Let me get this clear immediately: “It” is terrifically entertaining. Director Andy Muschietti instills the film with a playfulness that’s ever present in its scares, set-pieces and, especially, in the dynamic of The Losers’ Club. For a horror film that clocks in with the meteoric running time of 2 hours and 15 minutes, it breezes by.
But, while enjoyable, you can’t help but feel as though “It” could have reached even greater heights. Putting your finger exactly on where it falls short is difficult, though, because it seamlessly transforms from horror to coming of age drama to comedy to supernatural thriller without ever really missing a beat.
At the same time, Pennywise is reborn as Bill Skarsgaard, who appears on cue and brings a sinister edge to the villain that both lulls you in before then creeping you out. But while “It” teases and plays with its viewers, it just falls shorts of providing the necessary iconic jolt that would have made it generation-defining. Something along the lines of the discovery of Ben Gardner in “Jaws” or the quick shot of the Grady twins corpses in “The Shining,” which made such an impression that you then revelled in showing it to others so you can watch their reactions.

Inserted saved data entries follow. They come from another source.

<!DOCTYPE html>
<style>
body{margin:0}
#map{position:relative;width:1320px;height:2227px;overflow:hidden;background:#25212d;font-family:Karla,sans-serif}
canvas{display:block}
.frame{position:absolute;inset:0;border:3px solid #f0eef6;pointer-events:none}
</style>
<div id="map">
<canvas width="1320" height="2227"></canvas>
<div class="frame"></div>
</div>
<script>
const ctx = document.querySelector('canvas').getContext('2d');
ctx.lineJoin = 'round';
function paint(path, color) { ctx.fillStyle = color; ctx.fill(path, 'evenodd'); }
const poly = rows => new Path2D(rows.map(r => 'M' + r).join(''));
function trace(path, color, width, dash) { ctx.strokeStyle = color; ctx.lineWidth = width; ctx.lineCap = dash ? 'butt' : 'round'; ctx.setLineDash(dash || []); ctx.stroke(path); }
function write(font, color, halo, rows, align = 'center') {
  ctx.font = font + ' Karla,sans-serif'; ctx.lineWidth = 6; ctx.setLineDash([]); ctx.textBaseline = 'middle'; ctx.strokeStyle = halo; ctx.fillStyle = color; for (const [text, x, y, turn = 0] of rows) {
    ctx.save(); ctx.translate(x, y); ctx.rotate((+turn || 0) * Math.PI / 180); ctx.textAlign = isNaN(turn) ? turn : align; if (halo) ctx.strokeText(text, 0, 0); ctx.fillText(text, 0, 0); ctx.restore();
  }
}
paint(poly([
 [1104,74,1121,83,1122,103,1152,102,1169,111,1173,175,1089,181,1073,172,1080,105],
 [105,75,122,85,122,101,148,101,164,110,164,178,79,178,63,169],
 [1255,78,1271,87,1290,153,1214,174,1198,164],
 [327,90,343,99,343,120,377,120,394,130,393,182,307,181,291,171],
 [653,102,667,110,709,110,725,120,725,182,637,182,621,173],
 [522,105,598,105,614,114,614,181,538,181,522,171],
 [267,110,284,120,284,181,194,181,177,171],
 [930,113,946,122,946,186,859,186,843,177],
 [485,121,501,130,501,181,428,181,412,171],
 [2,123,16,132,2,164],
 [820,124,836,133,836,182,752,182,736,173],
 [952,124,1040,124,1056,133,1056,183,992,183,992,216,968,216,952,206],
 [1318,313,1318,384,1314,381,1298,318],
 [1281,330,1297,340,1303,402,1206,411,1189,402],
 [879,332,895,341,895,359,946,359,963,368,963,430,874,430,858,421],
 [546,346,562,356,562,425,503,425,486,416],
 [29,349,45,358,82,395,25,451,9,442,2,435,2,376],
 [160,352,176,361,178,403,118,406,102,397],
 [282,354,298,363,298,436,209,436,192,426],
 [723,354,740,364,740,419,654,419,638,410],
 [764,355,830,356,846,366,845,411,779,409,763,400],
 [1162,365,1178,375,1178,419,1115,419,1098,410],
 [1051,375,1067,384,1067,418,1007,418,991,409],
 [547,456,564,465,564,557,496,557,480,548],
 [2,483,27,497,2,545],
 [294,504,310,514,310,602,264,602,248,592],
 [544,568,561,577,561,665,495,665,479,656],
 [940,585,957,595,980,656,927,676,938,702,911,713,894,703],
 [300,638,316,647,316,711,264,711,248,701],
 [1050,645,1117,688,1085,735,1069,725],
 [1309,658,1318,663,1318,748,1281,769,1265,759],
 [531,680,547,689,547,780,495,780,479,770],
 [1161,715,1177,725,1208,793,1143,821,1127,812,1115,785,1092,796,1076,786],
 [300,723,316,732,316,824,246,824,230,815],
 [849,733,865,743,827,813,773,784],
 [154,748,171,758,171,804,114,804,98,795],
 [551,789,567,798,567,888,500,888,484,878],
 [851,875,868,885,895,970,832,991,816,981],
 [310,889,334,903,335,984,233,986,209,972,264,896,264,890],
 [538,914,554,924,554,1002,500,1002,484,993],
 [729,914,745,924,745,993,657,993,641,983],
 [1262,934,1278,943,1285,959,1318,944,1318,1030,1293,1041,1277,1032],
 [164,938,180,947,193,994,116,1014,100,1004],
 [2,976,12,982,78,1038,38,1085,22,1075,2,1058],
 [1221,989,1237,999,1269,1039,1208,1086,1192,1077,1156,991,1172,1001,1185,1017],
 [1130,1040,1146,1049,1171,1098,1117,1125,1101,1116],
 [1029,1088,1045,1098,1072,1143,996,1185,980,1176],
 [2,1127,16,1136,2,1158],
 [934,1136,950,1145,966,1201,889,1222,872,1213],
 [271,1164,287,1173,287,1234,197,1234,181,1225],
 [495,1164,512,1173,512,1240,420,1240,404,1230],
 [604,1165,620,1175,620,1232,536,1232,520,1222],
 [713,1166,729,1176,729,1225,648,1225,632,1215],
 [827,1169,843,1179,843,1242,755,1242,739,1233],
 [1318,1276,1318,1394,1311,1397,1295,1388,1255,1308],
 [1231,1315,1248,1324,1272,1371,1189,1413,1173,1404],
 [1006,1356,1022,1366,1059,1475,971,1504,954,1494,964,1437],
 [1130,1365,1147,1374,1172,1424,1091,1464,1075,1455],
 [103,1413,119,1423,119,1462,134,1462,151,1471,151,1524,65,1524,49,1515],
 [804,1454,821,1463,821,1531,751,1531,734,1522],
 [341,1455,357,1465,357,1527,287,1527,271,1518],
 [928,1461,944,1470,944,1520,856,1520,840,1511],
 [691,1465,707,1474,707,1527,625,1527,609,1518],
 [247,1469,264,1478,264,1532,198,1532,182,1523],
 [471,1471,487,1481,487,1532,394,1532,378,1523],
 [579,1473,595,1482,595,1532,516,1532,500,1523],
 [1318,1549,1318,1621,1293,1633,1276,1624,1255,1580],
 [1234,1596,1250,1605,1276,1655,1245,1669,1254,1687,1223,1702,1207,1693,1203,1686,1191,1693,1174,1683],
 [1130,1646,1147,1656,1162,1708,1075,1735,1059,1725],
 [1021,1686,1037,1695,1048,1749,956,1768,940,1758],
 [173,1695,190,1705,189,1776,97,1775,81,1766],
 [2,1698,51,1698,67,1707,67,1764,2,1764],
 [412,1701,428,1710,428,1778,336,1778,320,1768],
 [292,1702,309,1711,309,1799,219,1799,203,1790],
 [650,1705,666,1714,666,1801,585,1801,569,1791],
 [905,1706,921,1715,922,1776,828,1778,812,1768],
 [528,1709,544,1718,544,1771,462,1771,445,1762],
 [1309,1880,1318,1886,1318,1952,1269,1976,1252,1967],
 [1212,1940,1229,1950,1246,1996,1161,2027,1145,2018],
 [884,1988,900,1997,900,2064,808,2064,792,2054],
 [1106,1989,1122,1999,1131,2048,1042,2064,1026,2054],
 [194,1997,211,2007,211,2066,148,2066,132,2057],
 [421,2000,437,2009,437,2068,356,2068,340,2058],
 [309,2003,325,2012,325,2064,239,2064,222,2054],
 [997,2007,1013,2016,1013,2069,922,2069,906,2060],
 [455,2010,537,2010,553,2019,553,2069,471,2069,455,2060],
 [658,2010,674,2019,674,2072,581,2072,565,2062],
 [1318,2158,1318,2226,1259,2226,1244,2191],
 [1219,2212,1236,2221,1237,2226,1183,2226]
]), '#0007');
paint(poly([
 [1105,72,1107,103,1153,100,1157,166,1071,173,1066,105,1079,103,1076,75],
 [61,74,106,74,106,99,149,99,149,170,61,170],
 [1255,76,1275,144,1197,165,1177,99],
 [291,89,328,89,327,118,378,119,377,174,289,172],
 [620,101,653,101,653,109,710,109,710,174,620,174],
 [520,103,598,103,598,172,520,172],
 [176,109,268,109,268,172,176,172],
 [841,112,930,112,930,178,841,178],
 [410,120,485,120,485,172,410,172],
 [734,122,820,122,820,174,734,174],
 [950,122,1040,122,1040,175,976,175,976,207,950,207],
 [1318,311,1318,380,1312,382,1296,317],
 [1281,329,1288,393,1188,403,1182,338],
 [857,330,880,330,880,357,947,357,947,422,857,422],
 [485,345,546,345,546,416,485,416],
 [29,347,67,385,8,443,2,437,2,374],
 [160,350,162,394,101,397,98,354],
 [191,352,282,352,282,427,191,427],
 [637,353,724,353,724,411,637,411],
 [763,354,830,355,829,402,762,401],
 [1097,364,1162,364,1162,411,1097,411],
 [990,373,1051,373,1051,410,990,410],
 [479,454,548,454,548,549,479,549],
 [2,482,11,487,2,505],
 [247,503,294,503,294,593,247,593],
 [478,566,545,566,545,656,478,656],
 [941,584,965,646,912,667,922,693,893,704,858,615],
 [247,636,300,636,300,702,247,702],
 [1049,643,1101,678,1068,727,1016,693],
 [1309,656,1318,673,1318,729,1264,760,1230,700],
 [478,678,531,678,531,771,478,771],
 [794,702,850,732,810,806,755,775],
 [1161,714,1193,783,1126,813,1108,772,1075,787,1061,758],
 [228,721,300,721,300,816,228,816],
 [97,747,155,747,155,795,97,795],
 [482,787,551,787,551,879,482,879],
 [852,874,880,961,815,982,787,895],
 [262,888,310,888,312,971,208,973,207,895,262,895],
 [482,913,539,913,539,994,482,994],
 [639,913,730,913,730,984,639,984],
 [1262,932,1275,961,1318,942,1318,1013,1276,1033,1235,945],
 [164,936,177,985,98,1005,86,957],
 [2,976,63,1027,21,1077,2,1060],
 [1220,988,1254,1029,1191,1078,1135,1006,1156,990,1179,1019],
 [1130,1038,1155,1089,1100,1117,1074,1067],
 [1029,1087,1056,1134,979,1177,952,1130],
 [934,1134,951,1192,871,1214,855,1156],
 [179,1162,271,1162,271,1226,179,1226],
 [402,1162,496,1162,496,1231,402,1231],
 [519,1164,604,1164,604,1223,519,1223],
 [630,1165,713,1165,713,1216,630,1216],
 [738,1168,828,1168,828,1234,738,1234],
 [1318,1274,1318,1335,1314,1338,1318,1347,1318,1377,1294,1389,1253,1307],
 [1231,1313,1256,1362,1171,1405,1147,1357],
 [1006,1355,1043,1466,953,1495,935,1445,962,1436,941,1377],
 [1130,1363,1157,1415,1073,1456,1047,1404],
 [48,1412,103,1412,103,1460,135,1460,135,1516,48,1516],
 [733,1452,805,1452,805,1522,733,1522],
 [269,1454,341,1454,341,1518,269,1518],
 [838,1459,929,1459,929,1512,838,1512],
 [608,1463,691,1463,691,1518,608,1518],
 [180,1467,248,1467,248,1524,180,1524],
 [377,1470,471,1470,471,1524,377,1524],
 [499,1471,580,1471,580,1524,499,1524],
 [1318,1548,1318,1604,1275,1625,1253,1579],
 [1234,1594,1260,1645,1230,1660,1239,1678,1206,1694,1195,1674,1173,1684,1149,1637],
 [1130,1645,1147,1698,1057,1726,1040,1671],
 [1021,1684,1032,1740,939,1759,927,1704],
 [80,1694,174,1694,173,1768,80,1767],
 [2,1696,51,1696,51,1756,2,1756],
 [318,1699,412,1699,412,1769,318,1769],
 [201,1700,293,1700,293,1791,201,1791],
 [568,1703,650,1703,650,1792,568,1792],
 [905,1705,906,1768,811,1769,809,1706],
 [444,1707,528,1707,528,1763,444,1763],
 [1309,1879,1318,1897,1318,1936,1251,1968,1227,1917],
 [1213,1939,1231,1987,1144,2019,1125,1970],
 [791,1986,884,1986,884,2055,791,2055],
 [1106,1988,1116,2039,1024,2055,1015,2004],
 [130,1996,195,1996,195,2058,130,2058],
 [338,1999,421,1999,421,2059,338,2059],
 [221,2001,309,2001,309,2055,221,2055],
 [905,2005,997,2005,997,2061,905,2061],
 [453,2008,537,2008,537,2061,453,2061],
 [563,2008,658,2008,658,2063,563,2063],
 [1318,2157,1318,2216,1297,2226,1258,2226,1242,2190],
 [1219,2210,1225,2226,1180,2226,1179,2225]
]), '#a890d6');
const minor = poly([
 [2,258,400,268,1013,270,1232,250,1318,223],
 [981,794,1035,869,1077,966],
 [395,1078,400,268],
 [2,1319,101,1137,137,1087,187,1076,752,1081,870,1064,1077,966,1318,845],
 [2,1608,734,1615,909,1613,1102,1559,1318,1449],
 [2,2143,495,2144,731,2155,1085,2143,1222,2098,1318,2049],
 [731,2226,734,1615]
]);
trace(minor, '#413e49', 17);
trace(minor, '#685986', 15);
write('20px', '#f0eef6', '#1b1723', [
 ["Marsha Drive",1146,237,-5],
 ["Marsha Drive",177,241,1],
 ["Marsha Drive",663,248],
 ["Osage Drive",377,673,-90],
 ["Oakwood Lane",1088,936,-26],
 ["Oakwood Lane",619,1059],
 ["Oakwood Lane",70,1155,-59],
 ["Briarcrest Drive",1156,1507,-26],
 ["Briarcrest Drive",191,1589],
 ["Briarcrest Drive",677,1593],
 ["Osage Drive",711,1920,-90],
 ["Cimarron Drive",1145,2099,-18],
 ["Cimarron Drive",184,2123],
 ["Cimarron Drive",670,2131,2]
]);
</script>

Skarsgaard’s Pennywise could have provided this shock, but in the end everything is just a little too heavily sign-posted. Again, while far from inept, Andy Muschietti’s approach just falls short. Even though he creates and builds an unsettling atmosphere of dread that has you hiding behind your fingers, Muschietti then doesn’t deliver the pulverizing release that would leave you dazzled.
This is just the minor gripe of someone that was genuinely enthralled by “It,” though. While the film misses the opportunity to join the greats of the genre, “It” is still chilling, enheartening and packed full of humor and nostalgia. Most of this comes from the dynamic of The Losers’ Club, who have not only been perfectly cast but also given the freedom and confidence to delightfully bounce off of each other. They make “It” eminently watchable, selling the drama and comedy with a weight, precision and subtly that belies their age. To single one out would be doing a great disservice to the rest, as they’re so formidable as a pack that they generate an energy makes the film float – pun most definitely intended.
Muschietti also deserves credit for creating a sweeping, ambitious and crowd-pleasing horror film that honors Stephen King’s novel while thoroughly flourishing as its own entity. With “It: Chapter 2” all but a certainty, Muschietti should have a second opportunity to build upon this triumph. Let’s just hope he amps up the terror. But, even if he doesn’t, he has already proven it will be a hoot.